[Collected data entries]
##########

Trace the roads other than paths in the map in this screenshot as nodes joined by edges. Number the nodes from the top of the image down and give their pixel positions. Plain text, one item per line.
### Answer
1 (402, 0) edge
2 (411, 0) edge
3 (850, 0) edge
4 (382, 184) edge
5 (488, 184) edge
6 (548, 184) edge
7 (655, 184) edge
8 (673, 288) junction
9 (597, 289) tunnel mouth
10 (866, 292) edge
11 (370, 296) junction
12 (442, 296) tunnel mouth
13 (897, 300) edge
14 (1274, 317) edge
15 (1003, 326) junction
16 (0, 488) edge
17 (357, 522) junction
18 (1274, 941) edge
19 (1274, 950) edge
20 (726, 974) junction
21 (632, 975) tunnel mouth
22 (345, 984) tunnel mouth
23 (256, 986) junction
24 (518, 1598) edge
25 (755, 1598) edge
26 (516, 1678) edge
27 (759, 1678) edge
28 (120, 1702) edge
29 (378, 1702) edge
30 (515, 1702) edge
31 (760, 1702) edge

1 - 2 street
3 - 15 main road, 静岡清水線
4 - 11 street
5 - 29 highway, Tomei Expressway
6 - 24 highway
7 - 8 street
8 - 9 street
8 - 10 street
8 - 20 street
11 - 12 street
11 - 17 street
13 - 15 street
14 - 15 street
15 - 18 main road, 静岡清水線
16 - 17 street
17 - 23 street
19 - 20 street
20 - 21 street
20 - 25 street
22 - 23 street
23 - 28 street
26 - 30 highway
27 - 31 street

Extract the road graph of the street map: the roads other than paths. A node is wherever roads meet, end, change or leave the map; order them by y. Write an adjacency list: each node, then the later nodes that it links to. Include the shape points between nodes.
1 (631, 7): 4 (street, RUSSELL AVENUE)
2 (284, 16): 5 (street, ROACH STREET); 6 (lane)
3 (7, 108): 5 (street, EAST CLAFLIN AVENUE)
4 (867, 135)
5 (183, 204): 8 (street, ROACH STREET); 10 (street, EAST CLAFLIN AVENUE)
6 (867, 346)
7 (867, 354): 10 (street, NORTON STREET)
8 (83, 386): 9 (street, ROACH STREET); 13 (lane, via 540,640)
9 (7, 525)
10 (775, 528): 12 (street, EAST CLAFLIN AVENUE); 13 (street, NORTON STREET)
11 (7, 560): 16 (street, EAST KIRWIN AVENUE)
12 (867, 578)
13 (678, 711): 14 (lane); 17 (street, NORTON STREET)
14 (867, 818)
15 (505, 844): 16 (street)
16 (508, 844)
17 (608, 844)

##########

### What the task requires
Word for word, return the entire set of entries.

### Solution to this exercise
Trace the roads other than paths in the map in this screenshot as nodes joined by edges. Number the nodes from the top of the image down and give their pixel positions. Plain text, one item per line.
### Answer
1 (402, 0) edge
2 (411, 0) edge
3 (850, 0) edge
4 (382, 184) edge
5 (488, 184) edge
6 (548, 184) edge
7 (655, 184) edge
8 (673, 288) junction
9 (597, 289) tunnel mouth
10 (866, 292) edge
11 (370, 296) junction
12 (442, 296) tunnel mouth
13 (897, 300) edge
14 (1274, 317) edge
15 (1003, 326) junction
16 (0, 488) edge
17 (357, 522) junction
18 (1274, 941) edge
19 (1274, 950) edge
20 (726, 974) junction
21 (632, 975) tunnel mouth
22 (345, 984) tunnel mouth
23 (256, 986) junction
24 (518, 1598) edge
25 (755, 1598) edge
26 (516, 1678) edge
27 (759, 1678) edge
28 (120, 1702) edge
29 (378, 1702) edge
30 (515, 1702) edge
31 (760, 1702) edge

1 - 2 street
3 - 15 main road, 静岡清水線
4 - 11 street
5 - 29 highway, Tomei Expressway
6 - 24 highway
7 - 8 street
8 - 9 street
8 - 10 street
8 - 20 street
11 - 12 street
11 - 17 street
13 - 15 street
14 - 15 street
15 - 18 main road, 静岡清水線
16 - 17 street
17 - 23 street
19 - 20 street
20 - 21 street
20 - 25 street
22 - 23 street
23 - 28 street
26 - 30 highway
27 - 31 street

Extract the road graph of the street map: the roads other than paths. A node is wherever roads meet, end, change or leave the map; order them by y. Write an adjacency list: each node, then the later nodes that it links to. Include the shape points between nodes.
1 (631, 7): 4 (street, RUSSELL AVENUE)
2 (284, 16): 5 (street, ROACH STREET); 6 (lane)
3 (7, 108): 5 (street, EAST CLAFLIN AVENUE)
4 (867, 135)
5 (183, 204): 8 (street, ROACH STREET); 10 (street, EAST CLAFLIN AVENUE)
6 (867, 346)
7 (867, 354): 10 (street, NORTON STREET)
8 (83, 386): 9 (street, ROACH STREET); 13 (lane, via 540,640)
9 (7, 525)
10 (775, 528): 12 (street, EAST CLAFLIN AVENUE); 13 (street, NORTON STREET)
11 (7, 560): 16 (street, EAST KIRWIN AVENUE)
12 (867, 578)
13 (678, 711): 14 (lane); 17 (street, NORTON STREET)
14 (867, 818)
15 (505, 844): 16 (street)
16 (508, 844)
17 (608, 844)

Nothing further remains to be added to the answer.